*Given records*.
----

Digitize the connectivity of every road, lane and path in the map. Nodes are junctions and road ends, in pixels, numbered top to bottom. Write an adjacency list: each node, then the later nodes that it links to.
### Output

----

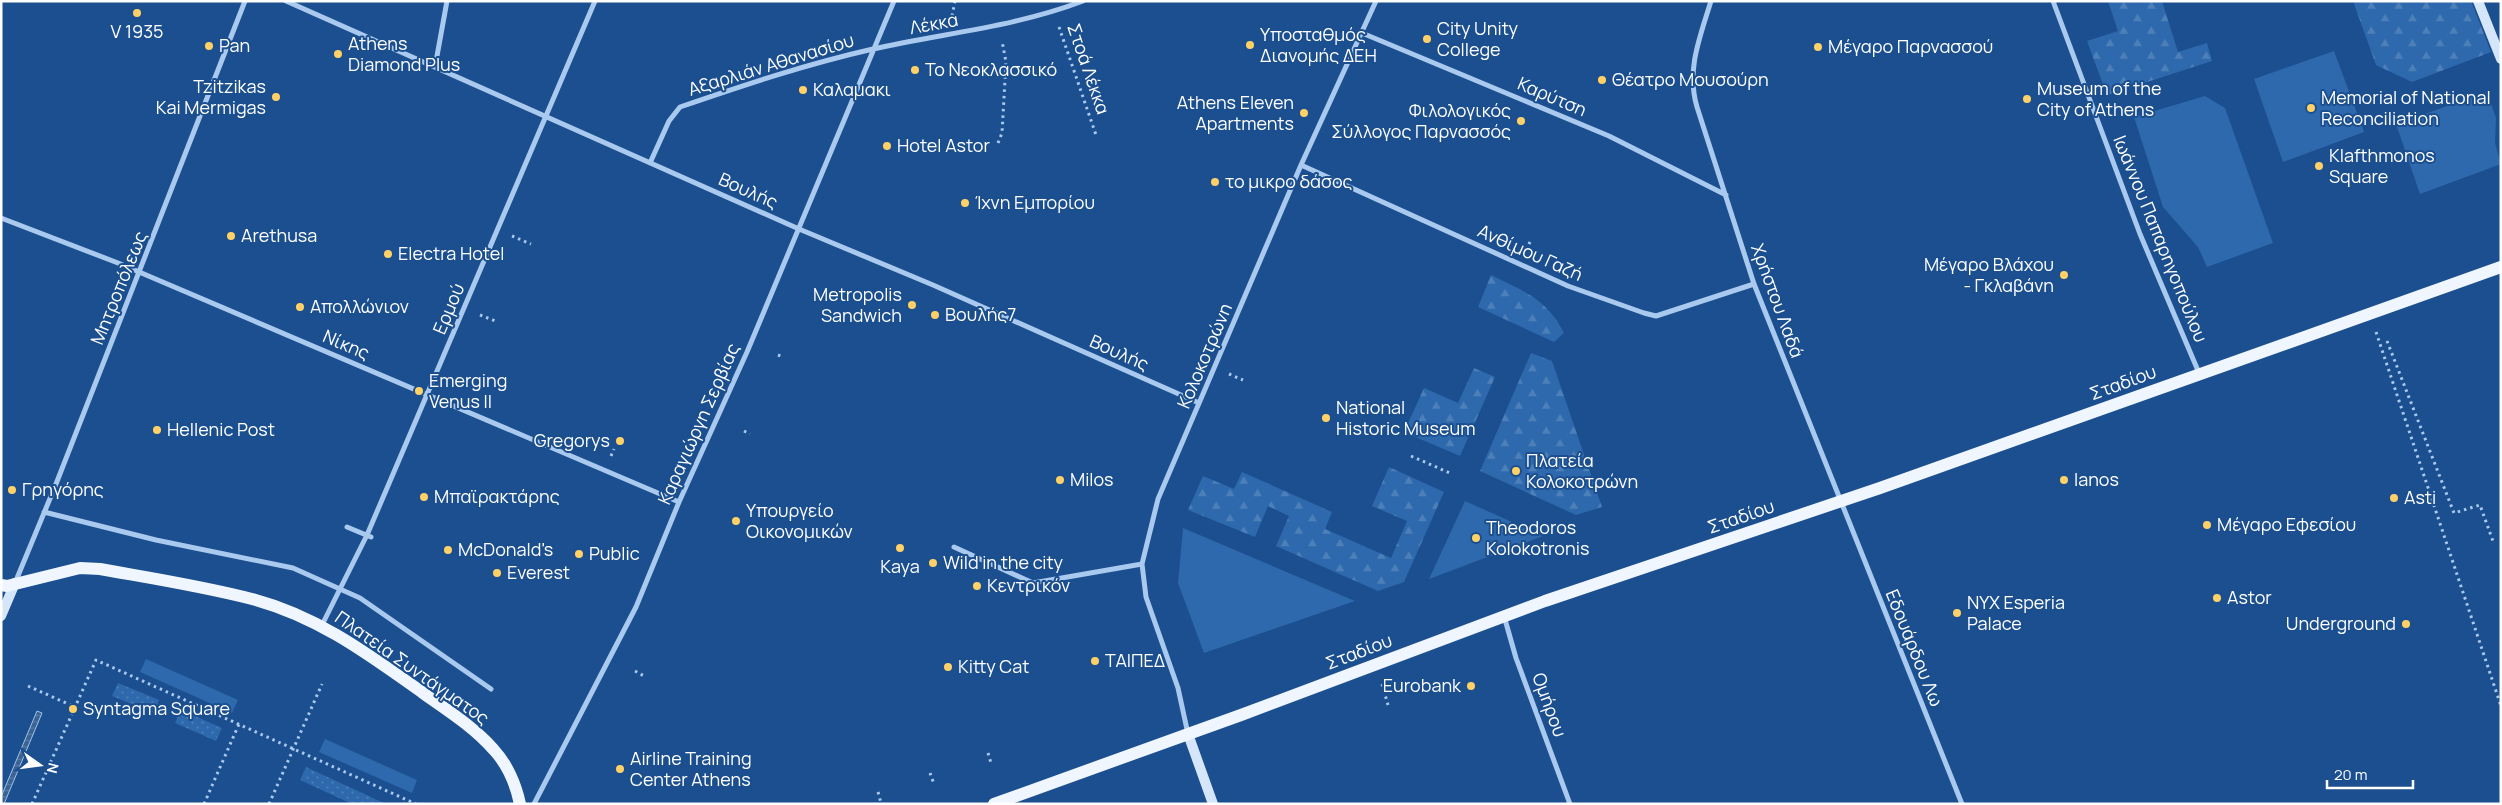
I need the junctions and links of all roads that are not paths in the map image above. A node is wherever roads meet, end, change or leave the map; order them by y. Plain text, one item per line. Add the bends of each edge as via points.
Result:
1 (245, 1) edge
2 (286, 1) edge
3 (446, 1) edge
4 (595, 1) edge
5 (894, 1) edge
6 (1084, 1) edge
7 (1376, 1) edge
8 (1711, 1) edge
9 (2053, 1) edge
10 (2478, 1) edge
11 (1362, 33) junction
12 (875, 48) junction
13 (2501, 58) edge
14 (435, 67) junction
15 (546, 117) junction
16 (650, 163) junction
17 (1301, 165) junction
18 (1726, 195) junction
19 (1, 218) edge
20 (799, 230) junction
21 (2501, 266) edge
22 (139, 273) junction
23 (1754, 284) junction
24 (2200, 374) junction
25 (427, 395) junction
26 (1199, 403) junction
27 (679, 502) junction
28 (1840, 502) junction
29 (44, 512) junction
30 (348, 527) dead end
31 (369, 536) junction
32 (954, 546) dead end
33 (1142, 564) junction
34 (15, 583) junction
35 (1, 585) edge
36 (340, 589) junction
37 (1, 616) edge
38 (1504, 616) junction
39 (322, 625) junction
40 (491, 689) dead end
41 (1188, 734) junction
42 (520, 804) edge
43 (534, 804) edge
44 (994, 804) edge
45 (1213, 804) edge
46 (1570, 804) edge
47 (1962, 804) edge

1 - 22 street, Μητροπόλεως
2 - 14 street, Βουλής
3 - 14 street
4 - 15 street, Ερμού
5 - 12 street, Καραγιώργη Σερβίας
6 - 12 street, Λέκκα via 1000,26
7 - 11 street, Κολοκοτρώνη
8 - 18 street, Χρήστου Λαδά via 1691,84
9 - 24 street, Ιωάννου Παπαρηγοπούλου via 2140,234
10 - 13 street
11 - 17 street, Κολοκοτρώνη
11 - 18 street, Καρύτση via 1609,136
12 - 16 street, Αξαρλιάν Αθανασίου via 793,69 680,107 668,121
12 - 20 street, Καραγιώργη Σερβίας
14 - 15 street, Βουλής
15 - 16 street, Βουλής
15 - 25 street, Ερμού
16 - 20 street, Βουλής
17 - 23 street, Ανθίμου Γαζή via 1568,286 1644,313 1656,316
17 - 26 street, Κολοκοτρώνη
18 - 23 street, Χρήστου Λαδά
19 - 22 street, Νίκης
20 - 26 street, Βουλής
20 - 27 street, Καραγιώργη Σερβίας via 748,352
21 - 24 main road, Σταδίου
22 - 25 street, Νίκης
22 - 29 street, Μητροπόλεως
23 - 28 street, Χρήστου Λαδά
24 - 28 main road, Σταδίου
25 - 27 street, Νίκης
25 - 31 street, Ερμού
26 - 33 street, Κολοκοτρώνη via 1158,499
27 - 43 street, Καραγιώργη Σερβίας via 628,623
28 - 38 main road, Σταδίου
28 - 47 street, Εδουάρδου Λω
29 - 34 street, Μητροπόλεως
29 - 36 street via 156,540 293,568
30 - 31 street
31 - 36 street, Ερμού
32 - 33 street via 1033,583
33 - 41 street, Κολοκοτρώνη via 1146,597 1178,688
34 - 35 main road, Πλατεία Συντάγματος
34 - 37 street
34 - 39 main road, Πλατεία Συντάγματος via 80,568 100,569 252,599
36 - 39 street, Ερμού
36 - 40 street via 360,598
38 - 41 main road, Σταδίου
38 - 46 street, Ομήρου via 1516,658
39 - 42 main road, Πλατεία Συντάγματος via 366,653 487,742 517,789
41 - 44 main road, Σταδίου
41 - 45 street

----

*Exercise instructions*. The lines you need are those containing "node"; find them in the records and copy them.

*Finished exercise*.
Digitize the connectivity of every road, lane and path in the map. Nodes are junctions and road ends, in pixels, numbered top to bottom. Write an adjacency list: each node, then the later nodes that it links to.
I need the junctions and links of all roads that are not paths in the map image above. A node is wherever roads meet, end, change or leave the map; order them by y. Plain text, one item per line. Add the bends of each edge as via points.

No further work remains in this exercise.